The Free Market Myth

Much ado is made among conservative circles about the free market being the panacea for all our ills. The concept of an unlimited or at least a very little regulated free market has been an historical disaster for all but the very wealthy. Free markets have been with us since the beginning of human history and until markets were regulated we never had a middle class. There was extreme wealth or extreme poverty. The wealthy had the best of everything including healthcare while the poor barely had enough to eat.

Under conservative free market philosophy, the market will self correct for any anomalies such as market bubbles and recessions. The great depression and this last "great recession" are examples of the failure of that philosophy. A truly unrestrained free market may sound great but its weakness are found in human nature itself. The excesses of the few who in their greed take unfair advantage of others will destroy the whole for all. The market as an "organism" lacks one crucial quality to ultimately be truly "free". The free market and its corporate constituents lack any kind of conscience, social or moral.

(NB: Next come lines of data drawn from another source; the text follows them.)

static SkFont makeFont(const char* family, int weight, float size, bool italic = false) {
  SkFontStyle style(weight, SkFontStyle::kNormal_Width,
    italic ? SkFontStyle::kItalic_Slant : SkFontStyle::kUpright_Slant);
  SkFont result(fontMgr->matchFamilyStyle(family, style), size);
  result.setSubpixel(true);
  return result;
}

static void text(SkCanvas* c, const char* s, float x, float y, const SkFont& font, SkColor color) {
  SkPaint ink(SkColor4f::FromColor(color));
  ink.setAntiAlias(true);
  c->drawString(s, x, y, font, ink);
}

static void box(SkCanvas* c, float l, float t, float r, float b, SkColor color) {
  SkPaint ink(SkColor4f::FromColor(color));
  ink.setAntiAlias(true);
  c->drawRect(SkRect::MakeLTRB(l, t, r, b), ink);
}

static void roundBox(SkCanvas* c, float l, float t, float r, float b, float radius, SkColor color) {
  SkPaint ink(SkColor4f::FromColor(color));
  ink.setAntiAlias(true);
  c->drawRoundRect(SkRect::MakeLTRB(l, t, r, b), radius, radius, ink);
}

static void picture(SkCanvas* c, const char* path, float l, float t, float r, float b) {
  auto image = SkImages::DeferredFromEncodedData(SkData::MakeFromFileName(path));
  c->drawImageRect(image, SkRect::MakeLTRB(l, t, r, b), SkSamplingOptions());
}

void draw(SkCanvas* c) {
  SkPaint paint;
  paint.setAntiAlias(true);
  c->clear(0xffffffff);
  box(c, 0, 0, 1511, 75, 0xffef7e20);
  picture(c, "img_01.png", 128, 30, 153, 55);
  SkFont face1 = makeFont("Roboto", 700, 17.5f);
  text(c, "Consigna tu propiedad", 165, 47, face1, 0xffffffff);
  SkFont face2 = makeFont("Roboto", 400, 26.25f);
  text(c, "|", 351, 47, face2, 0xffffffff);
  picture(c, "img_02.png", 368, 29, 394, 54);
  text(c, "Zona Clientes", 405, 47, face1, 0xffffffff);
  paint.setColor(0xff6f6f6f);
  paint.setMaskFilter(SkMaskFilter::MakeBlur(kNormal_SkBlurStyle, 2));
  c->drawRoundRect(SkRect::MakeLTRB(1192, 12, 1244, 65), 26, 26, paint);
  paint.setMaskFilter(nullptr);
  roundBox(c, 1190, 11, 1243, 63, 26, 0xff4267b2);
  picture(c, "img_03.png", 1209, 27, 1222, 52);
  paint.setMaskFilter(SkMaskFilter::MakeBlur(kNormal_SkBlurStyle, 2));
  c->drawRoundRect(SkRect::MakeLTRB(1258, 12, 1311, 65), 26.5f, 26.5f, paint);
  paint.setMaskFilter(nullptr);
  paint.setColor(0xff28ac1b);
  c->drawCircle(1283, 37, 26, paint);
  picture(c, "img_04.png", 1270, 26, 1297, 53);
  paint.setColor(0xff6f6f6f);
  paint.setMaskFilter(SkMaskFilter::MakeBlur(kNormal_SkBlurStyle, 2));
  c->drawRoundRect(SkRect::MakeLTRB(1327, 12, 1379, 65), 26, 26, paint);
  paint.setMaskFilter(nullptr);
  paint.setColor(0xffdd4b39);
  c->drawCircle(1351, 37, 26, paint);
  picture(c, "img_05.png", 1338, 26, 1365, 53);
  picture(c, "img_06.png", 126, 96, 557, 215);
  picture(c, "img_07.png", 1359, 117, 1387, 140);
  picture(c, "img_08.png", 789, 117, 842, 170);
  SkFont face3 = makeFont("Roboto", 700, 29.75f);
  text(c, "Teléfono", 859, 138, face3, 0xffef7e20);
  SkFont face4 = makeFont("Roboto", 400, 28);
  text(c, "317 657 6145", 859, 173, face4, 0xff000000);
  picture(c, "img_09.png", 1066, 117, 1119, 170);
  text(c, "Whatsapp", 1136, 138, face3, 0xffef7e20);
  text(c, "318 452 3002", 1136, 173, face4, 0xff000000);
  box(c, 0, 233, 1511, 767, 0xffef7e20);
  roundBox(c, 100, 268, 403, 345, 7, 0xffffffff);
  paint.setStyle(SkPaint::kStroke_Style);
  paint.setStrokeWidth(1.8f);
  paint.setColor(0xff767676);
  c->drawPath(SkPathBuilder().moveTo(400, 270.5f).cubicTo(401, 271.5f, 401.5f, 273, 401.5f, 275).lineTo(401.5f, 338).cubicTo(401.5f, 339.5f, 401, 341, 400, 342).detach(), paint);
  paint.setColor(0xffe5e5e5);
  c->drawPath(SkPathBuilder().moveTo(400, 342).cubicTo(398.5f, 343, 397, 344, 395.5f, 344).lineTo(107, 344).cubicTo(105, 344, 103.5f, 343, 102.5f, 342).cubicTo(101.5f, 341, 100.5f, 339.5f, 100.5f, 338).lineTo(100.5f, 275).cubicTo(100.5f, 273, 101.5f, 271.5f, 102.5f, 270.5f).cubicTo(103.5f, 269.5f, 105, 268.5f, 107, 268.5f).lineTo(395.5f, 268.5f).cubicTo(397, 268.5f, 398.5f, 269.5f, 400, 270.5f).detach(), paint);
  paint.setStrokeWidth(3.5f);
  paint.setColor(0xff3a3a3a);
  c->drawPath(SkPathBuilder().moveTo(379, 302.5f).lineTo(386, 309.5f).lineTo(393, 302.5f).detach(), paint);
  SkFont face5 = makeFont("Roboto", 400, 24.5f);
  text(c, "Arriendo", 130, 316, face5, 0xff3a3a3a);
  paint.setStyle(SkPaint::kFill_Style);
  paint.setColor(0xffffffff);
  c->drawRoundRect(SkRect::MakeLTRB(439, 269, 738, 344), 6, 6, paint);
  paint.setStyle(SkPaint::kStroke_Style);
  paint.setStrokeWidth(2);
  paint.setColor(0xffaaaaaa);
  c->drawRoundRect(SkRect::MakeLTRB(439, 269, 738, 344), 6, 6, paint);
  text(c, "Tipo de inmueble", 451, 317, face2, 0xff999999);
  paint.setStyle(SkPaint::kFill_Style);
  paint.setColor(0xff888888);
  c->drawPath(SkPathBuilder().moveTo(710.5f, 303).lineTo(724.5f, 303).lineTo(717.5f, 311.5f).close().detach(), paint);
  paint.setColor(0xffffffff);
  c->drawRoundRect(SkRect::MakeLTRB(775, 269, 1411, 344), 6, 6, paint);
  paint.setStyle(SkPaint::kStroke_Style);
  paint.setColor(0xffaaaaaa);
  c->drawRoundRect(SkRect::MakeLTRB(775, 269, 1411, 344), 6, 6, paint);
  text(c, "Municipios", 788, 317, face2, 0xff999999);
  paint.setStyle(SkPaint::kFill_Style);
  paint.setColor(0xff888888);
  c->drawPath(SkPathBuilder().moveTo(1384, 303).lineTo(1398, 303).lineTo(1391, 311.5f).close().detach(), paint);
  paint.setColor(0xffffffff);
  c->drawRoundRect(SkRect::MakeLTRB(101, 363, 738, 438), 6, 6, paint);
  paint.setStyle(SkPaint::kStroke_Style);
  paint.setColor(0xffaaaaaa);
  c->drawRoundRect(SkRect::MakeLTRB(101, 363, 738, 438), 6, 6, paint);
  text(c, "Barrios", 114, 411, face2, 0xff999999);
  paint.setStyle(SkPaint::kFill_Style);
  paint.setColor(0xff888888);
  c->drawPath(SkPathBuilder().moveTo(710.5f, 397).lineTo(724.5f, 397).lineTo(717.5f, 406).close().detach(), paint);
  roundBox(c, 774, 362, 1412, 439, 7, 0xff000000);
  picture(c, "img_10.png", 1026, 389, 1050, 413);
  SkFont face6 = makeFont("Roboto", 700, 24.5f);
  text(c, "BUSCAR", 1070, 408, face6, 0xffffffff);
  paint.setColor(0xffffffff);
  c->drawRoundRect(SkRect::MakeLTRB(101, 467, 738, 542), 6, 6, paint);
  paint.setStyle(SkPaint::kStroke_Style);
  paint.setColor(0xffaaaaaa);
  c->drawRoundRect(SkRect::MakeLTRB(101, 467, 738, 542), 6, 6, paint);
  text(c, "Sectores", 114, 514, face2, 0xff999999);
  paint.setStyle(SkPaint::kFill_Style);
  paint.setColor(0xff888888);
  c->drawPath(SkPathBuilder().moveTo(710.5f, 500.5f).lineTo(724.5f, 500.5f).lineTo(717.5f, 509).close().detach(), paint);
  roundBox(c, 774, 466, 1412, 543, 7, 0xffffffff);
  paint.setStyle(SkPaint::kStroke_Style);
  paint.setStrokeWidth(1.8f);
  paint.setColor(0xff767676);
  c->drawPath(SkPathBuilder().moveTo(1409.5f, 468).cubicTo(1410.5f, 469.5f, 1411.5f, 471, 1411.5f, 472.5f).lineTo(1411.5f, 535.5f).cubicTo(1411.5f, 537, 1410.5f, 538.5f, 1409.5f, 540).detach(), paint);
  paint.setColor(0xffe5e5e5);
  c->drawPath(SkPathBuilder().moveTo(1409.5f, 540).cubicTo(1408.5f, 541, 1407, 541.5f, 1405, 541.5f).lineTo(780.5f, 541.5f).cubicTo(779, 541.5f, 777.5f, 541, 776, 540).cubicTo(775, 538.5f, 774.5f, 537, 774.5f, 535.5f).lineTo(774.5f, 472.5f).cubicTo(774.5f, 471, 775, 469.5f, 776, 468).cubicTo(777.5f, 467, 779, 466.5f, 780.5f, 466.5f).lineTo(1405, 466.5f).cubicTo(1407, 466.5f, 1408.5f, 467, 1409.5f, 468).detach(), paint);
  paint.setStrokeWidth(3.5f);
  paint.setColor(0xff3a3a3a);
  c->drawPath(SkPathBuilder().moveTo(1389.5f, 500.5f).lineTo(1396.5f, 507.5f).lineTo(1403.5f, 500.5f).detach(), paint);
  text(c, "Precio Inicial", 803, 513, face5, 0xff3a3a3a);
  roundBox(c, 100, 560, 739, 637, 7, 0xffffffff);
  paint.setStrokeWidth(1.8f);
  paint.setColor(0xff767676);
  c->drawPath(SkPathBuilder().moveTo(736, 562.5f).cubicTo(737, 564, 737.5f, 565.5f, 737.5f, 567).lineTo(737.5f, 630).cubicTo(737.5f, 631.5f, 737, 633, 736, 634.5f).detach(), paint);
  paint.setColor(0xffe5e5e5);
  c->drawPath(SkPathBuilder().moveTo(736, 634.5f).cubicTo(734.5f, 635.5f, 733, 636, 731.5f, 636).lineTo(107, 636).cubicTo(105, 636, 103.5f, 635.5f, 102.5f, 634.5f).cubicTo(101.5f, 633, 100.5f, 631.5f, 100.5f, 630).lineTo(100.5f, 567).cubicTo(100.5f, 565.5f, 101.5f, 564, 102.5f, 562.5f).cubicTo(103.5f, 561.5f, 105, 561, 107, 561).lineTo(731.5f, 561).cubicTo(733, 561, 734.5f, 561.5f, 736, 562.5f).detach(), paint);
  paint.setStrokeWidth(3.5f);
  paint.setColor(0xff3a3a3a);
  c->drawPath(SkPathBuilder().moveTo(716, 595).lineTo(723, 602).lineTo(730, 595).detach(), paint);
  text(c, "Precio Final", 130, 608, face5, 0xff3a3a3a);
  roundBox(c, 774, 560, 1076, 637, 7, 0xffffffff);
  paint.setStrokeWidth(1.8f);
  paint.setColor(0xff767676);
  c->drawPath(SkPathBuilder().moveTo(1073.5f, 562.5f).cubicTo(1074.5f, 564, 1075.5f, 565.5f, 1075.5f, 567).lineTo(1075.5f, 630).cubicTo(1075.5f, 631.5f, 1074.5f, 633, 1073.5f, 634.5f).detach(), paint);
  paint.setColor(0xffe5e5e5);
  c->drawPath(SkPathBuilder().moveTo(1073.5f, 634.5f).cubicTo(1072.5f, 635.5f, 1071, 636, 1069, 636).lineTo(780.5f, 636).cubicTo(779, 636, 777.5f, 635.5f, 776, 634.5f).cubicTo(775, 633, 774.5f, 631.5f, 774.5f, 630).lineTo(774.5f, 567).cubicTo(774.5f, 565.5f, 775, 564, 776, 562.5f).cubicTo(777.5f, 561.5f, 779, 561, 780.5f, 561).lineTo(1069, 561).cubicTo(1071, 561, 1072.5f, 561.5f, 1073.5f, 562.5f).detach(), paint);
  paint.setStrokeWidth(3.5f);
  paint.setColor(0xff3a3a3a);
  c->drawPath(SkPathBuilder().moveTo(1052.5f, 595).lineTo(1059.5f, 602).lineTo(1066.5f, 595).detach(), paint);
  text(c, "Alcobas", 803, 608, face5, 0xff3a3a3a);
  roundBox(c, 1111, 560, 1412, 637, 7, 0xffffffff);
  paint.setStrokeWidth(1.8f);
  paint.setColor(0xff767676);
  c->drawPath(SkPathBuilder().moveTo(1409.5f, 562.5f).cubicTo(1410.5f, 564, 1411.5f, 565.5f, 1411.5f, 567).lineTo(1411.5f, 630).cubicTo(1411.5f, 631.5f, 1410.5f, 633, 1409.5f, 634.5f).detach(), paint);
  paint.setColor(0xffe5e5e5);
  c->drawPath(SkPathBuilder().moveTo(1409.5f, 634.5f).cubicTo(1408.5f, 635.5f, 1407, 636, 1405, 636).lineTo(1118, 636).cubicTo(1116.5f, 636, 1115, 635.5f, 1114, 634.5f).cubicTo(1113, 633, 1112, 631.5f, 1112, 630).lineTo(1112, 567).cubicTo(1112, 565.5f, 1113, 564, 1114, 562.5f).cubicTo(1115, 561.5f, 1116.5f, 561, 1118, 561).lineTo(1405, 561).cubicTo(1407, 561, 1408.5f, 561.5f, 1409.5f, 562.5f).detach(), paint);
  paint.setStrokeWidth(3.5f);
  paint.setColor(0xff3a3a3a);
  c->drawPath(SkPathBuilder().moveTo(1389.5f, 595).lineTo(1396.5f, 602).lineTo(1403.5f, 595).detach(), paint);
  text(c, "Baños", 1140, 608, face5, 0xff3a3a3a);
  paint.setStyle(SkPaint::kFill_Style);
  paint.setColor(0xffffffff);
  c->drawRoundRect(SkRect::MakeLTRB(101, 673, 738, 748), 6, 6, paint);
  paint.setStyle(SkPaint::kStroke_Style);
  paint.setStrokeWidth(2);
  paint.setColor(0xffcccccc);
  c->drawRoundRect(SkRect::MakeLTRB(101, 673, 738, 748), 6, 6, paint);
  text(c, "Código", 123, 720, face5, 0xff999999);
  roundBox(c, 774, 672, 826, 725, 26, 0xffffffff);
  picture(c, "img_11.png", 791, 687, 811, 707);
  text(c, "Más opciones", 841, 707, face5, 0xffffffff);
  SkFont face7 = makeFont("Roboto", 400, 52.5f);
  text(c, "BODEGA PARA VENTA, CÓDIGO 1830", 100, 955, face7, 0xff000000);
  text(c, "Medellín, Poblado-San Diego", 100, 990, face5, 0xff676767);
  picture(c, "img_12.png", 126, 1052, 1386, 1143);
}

Only a government which is truly for and of the people can exercise the conscience of the people and that government must impose the conscience of the people upon that free market in order to prevent chaos in the society in which that market operates.

Healthcare is a second area in which the social conscience of the people must be in ultimate control. Like the greater free market, individual corporations such as insurance companies have no inherent conscience. As such, practices such as denying coverage when some one gets sick and pre-existing condition denials have become rampant. Only the moral and social conscience of people through their government can restrain these corporate practices and abuses. Some in the extreme may call this socialism but so be it.

Americans claim to live is a society of laws but only when it is convenient for them. Only when it is to their advantage and doesn't interfere with their individually perceived sense of right and wrong and not the moral values of the nation as a whole are those laws respected. Neither an individual nor a corporation has the right to pick and choose which laws to obey. To allow otherwise would again lead to total chaos and the breakdown of the very society those laws are intended to protect.

The term "free market" should be replaced with "fair market" and all that a fair philosophy implies. Only when the moral and social conscience of the people is allowed to guide the market can it be truly free and fair. Only then can true prosperity for all the members of a society be realized.